---------- Extracted material ----------

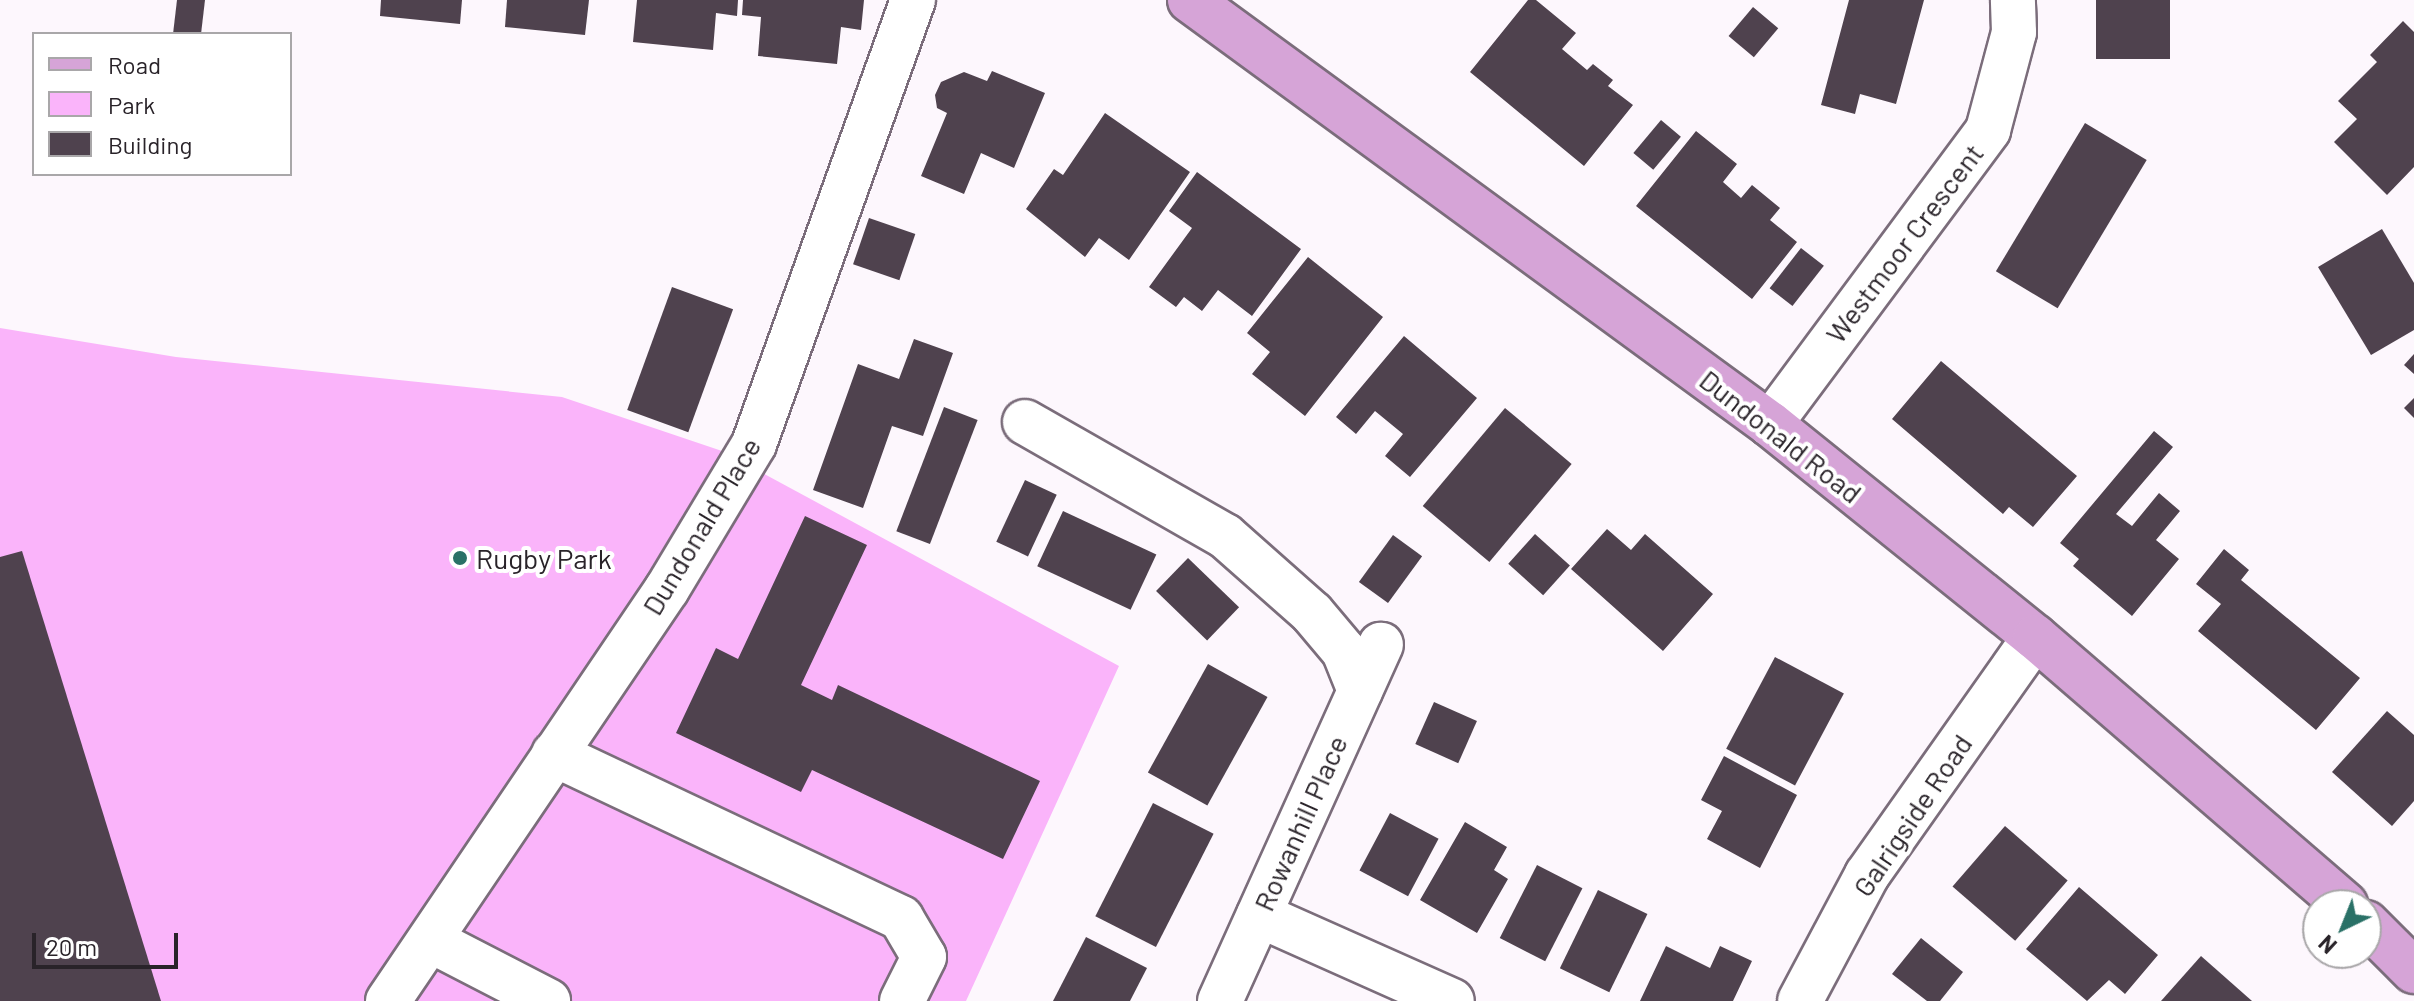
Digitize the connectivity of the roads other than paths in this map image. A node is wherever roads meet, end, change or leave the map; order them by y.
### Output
1 (913, 0) edge
2 (1190, 0) edge
3 (2013, 0) edge
4 (1025, 422) dead end
5 (1770, 424) junction
6 (2035, 637) junction
7 (1381, 645) dead end
8 (1360, 691) junction
9 (554, 754) junction
10 (2326, 889) edge
11 (1259, 915) junction
12 (2382, 939) edge
13 (430, 940) junction
14 (2414, 971) edge
15 (388, 1001) edge
16 (548, 1001) edge
17 (902, 1001) edge
18 (1220, 1001) edge
19 (1452, 1001) edge
20 (1800, 1001) edge

1 - 9 street, Dundonald Place
2 - 5 main road, Dundonald Road
3 - 5 street, Westmoor Crescent
4 - 8 street
5 - 6 main road, Dundonald Road
6 - 10 main road, Dundonald Road
6 - 20 street, Galrigside Road
7 - 8 street, Rowanhill Place
8 - 11 street, Rowanhill Place
9 - 13 street, Dundonald Place
9 - 17 street
11 - 18 street, Rowanhill Place
11 - 19 street
12 - 14 main road
13 - 15 street, Dundonald Place
13 - 16 street

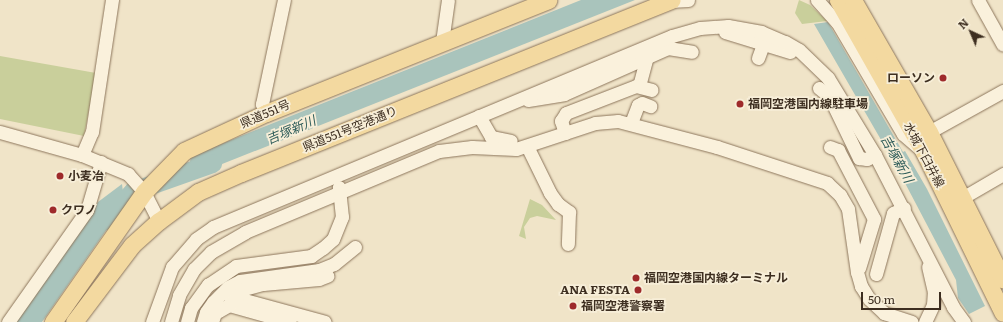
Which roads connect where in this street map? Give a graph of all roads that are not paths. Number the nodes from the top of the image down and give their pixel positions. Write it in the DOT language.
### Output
graph roads {
  1 [pos="112,0"];
  2 [pos="284,0"];
  3 [pos="448,0"];
  4 [pos="548,0"];
  5 [pos="671,0"];
  6 [pos="688,0"];
  7 [pos="817,0"];
  8 [pos="838,0"];
  9 [pos="853,0"];
  10 [pos="978,0"];
  11 [pos="725,17"];
  12 [pos="706,28"];
  13 [pos="796,38"];
  14 [pos="442,42"];
  15 [pos="763,44"];
  16 [pos="1003,45"];
  17 [pos="687,54"];
  18 [pos="807,56"];
  19 [pos="647,57"];
  20 [pos="758,58"];
  21 [pos="640,86"];
  22 [pos="819,88"];
  23 [pos="652,90"];
  24 [pos="1003,91"];
  25 [pos="514,101"];
  26 [pos="650,106"];
  27 [pos="266,113"];
  28 [pos="479,116"];
  29 [pos="631,123"];
  30 [pos="0,132"];
  31 [pos="929,132"];
  32 [pos="565,133"];
  33 [pos="549,138"];
  34 [pos="527,146"];
  35 [pos="830,147"];
  36 [pos="924,152"];
  37 [pos="82,155"];
  38 [pos="875,155"];
  39 [pos="101,162"];
  40 [pos="347,170"];
  41 [pos="1003,174"];
  42 [pos="339,194"];
  43 [pos="147,198"];
  44 [pos="962,198"];
  45 [pos="904,208"];
  46 [pos="159,221"];
  47 [pos="568,244"];
  48 [pos="355,247"];
  49 [pos="924,249"];
  50 [pos="350,262"];
  51 [pos="857,272"];
  52 [pos="876,274"];
  53 [pos="1003,280"];
  54 [pos="232,301"];
  55 [pos="213,302"];
  56 [pos="1003,313"];
  57 [pos="0,322"];
  58 [pos="3,322"];
  59 [pos="8,322"];
  60 [pos="53,322"];
  61 [pos="74,322"];
  62 [pos="152,322"];
  63 [pos="171,322"];
  64 [pos="187,322"];
  65 [pos="204,322"];
  66 [pos="212,322"];
  67 [pos="292,322"];
  68 [pos="325,322"];
  69 [pos="912,322"];
  70 [pos="925,322"];
  71 [pos="964,322"];
  1 -- 37 [label="street"];
  2 -- 27 [label="street"];
  3 -- 14 [label="street"];
  4 -- 14 [label="main road, 県道551号"];
  5 -- 6 [label="street"];
  5 -- 46 [label="main road, 県道551号空港通り"];
  7 -- 36 [label="street"];
  8 -- 36 [label="main road, 水城下臼井線"];
  9 -- 31 [label="main road, 水城下臼井線"];
  10 -- 16 [label="street"];
  11 -- 12 [label="street"];
  12 -- 15 [label="street"];
  12 -- 18 [label="street"];
  12 -- 25 [label="street"];
  13 -- 18 [label="street"];
  14 -- 27 [label="main road, 県道551号"];
  15 -- 18 [label="street"];
  15 -- 20 [label="street"];
  17 -- 19 [label="street"];
  18 -- 38 [label="street"];
  19 -- 21 [label="street"];
  19 -- 25 [label="street"];
  21 -- 23 [label="street"];
  21 -- 32 [label="street"];
  22 -- 38 [label="street"];
  24 -- 31 [label="street"];
  25 -- 28 [label="street"];
  26 -- 29 [label="street"];
  27 -- 43 [label="main road, 県道551号"];
  28 -- 33 [label="street"];
  28 -- 40 [label="street"];
  29 -- 32 [label="street"];
  29 -- 51 [label="street"];
  30 -- 37 [label="street"];
  31 -- 44 [label="main road, 水城下臼井線"];
  32 -- 33 [label="street"];
  33 -- 34 [label="street"];
  34 -- 42 [label="street"];
  34 -- 47 [label="street"];
  35 -- 51 [label="street"];
  36 -- 56 [label="main road, 水城下臼井線"];
  37 -- 39 [label="street"];
  38 -- 45 [label="street"];
  39 -- 43 [label="street"];
  39 -- 59 [label="street"];
  40 -- 42 [label="street"];
  40 -- 62 [label="street"];
  41 -- 44 [label="street"];
  42 -- 63 [label="street"];
  42 -- 64 [label="street"];
  43 -- 46 [label="street"];
  43 -- 60 [label="main road, 県道551号"];
  44 -- 53 [label="main road, 水城下臼井線"];
  45 -- 49 [label="street"];
  45 -- 52 [label="street"];
  46 -- 61 [label="main road, 県道551号空港通り"];
  48 -- 55 [label="street"];
  49 -- 70 [label="street"];
  49 -- 71 [label="street"];
  50 -- 54 [label="street"];
  51 -- 69 [label="street"];
  54 -- 55 [label="street"];
  54 -- 66 [label="street"];
  54 -- 67 [label="street"];
  54 -- 68 [label="street"];
  55 -- 65 [label="street"];
  57 -- 58 [label="street"];
}
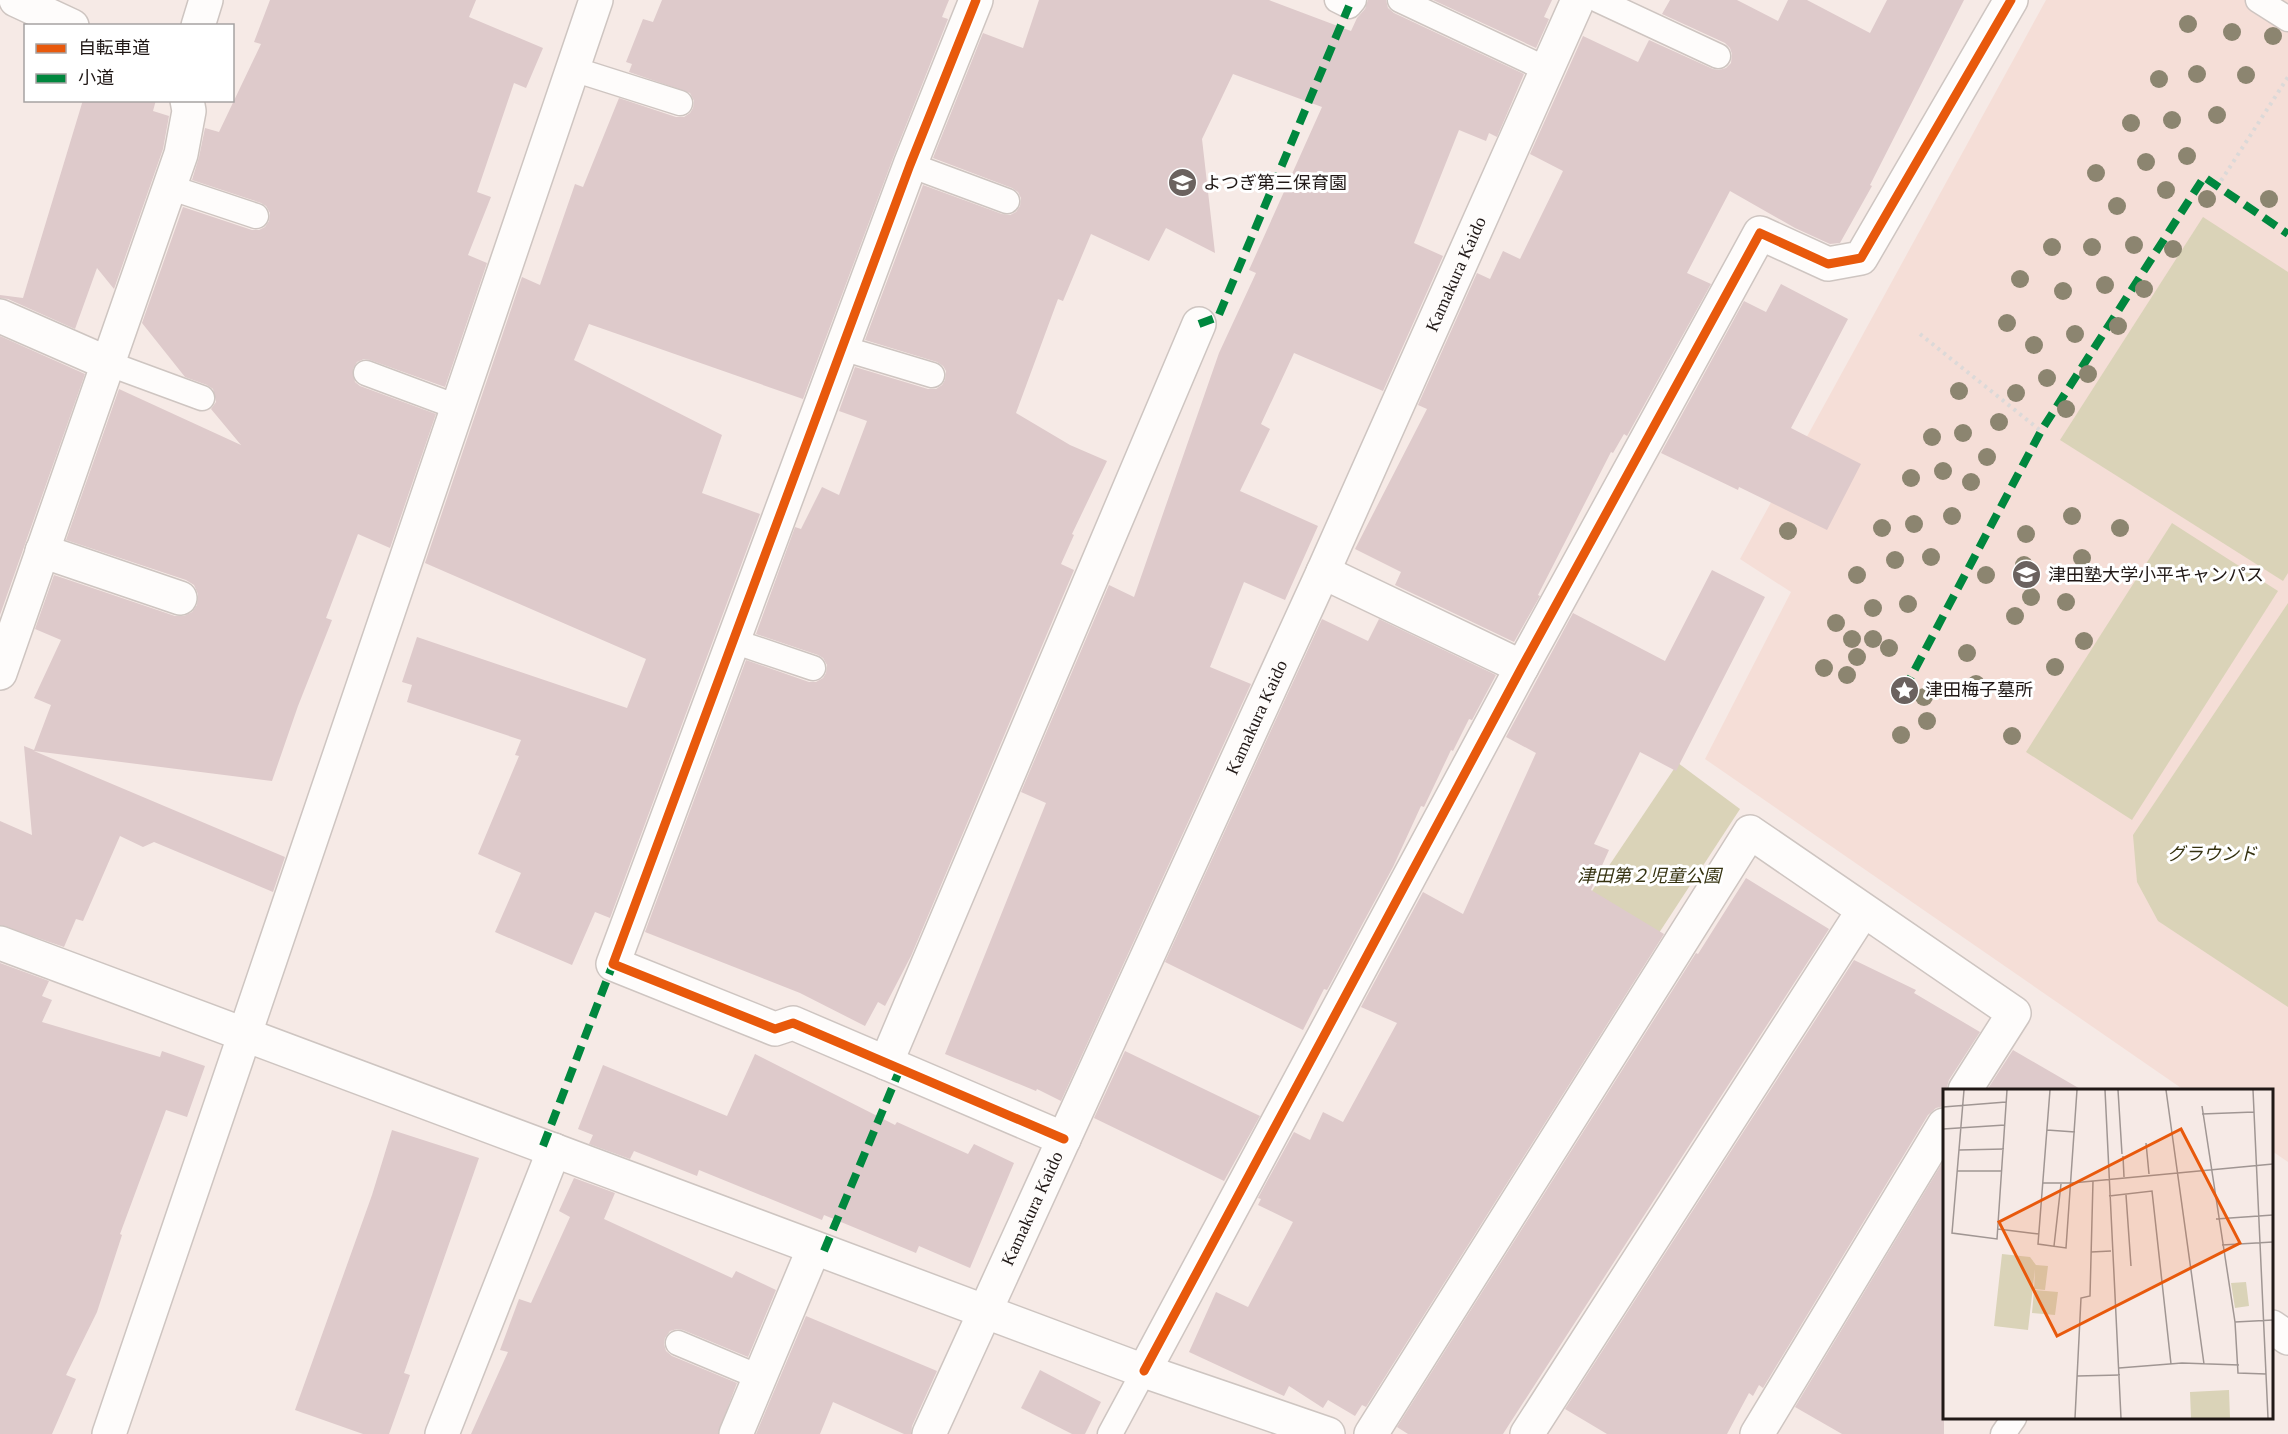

----------

• [Task goal]: Reproduce every record word for word. The copy must contain no pictures.

• [Response for this exercise]:
Digitize the connectivity of the roads other than paths in this map image. A node is wherever roads meet, end, change or leave the map; order them by y.
### Output
1 (913, 0) edge
2 (1190, 0) edge
3 (2013, 0) edge
4 (1025, 422) dead end
5 (1770, 424) junction
6 (2035, 637) junction
7 (1381, 645) dead end
8 (1360, 691) junction
9 (554, 754) junction
10 (2326, 889) edge
11 (1259, 915) junction
12 (2382, 939) edge
13 (430, 940) junction
14 (2414, 971) edge
15 (388, 1001) edge
16 (548, 1001) edge
17 (902, 1001) edge
18 (1220, 1001) edge
19 (1452, 1001) edge
20 (1800, 1001) edge

1 - 9 street, Dundonald Place
2 - 5 main road, Dundonald Road
3 - 5 street, Westmoor Crescent
4 - 8 street
5 - 6 main road, Dundonald Road
6 - 10 main road, Dundonald Road
6 - 20 street, Galrigside Road
7 - 8 street, Rowanhill Place
8 - 11 street, Rowanhill Place
9 - 13 street, Dundonald Place
9 - 17 street
11 - 18 street, Rowanhill Place
11 - 19 street
12 - 14 main road
13 - 15 street, Dundonald Place
13 - 16 street

Which roads connect where in this street map? Give a graph of all roads that are not paths. Number the nodes from the top of the image down and give their pixel positions. Write it in the DOT language.
### Output
graph roads {
  1 [pos="112,0"];
  2 [pos="284,0"];
  3 [pos="448,0"];
  4 [pos="548,0"];
  5 [pos="671,0"];
  6 [pos="688,0"];
  7 [pos="817,0"];
  8 [pos="838,0"];
  9 [pos="853,0"];
  10 [pos="978,0"];
  11 [pos="725,17"];
  12 [pos="706,28"];
  13 [pos="796,38"];
  14 [pos="442,42"];
  15 [pos="763,44"];
  16 [pos="1003,45"];
  17 [pos="687,54"];
  18 [pos="807,56"];
  19 [pos="647,57"];
  20 [pos="758,58"];
  21 [pos="640,86"];
  22 [pos="819,88"];
  23 [pos="652,90"];
  24 [pos="1003,91"];
  25 [pos="514,101"];
  26 [pos="650,106"];
  27 [pos="266,113"];
  28 [pos="479,116"];
  29 [pos="631,123"];
  30 [pos="0,132"];
  31 [pos="929,132"];
  32 [pos="565,133"];
  33 [pos="549,138"];
  34 [pos="527,146"];
  35 [pos="830,147"];
  36 [pos="924,152"];
  37 [pos="82,155"];
  38 [pos="875,155"];
  39 [pos="101,162"];
  40 [pos="347,170"];
  41 [pos="1003,174"];
  42 [pos="339,194"];
  43 [pos="147,198"];
  44 [pos="962,198"];
  45 [pos="904,208"];
  46 [pos="159,221"];
  47 [pos="568,244"];
  48 [pos="355,247"];
  49 [pos="924,249"];
  50 [pos="350,262"];
  51 [pos="857,272"];
  52 [pos="876,274"];
  53 [pos="1003,280"];
  54 [pos="232,301"];
  55 [pos="213,302"];
  56 [pos="1003,313"];
  57 [pos="0,322"];
  58 [pos="3,322"];
  59 [pos="8,322"];
  60 [pos="53,322"];
  61 [pos="74,322"];
  62 [pos="152,322"];
  63 [pos="171,322"];
  64 [pos="187,322"];
  65 [pos="204,322"];
  66 [pos="212,322"];
  67 [pos="292,322"];
  68 [pos="325,322"];
  69 [pos="912,322"];
  70 [pos="925,322"];
  71 [pos="964,322"];
  1 -- 37 [label="street"];
  2 -- 27 [label="street"];
  3 -- 14 [label="street"];
  4 -- 14 [label="main road, 県道551号"];
  5 -- 6 [label="street"];
  5 -- 46 [label="main road, 県道551号空港通り"];
  7 -- 36 [label="street"];
  8 -- 36 [label="main road, 水城下臼井線"];
  9 -- 31 [label="main road, 水城下臼井線"];
  10 -- 16 [label="street"];
  11 -- 12 [label="street"];
  12 -- 15 [label="street"];
  12 -- 18 [label="street"];
  12 -- 25 [label="street"];
  13 -- 18 [label="street"];
  14 -- 27 [label="main road, 県道551号"];
  15 -- 18 [label="street"];
  15 -- 20 [label="street"];
  17 -- 19 [label="street"];
  18 -- 38 [label="street"];
  19 -- 21 [label="street"];
  19 -- 25 [label="street"];
  21 -- 23 [label="street"];
  21 -- 32 [label="street"];
  22 -- 38 [label="street"];
  24 -- 31 [label="street"];
  25 -- 28 [label="street"];
  26 -- 29 [label="street"];
  27 -- 43 [label="main road, 県道551号"];
  28 -- 33 [label="street"];
  28 -- 40 [label="street"];
  29 -- 32 [label="street"];
  29 -- 51 [label="street"];
  30 -- 37 [label="street"];
  31 -- 44 [label="main road, 水城下臼井線"];
  32 -- 33 [label="street"];
  33 -- 34 [label="street"];
  34 -- 42 [label="street"];
  34 -- 47 [label="street"];
  35 -- 51 [label="street"];
  36 -- 56 [label="main road, 水城下臼井線"];
  37 -- 39 [label="street"];
  38 -- 45 [label="street"];
  39 -- 43 [label="street"];
  39 -- 59 [label="street"];
  40 -- 42 [label="street"];
  40 -- 62 [label="street"];
  41 -- 44 [label="street"];
  42 -- 63 [label="street"];
  42 -- 64 [label="street"];
  43 -- 46 [label="street"];
  43 -- 60 [label="main road, 県道551号"];
  44 -- 53 [label="main road, 水城下臼井線"];
  45 -- 49 [label="street"];
  45 -- 52 [label="street"];
  46 -- 61 [label="main road, 県道551号空港通り"];
  48 -- 55 [label="street"];
  49 -- 70 [label="street"];
  49 -- 71 [label="street"];
  50 -- 54 [label="street"];
  51 -- 69 [label="street"];
  54 -- 55 [label="street"];
  54 -- 66 [label="street"];
  54 -- 67 [label="street"];
  54 -- 68 [label="street"];
  55 -- 65 [label="street"];
  57 -- 58 [label="street"];
}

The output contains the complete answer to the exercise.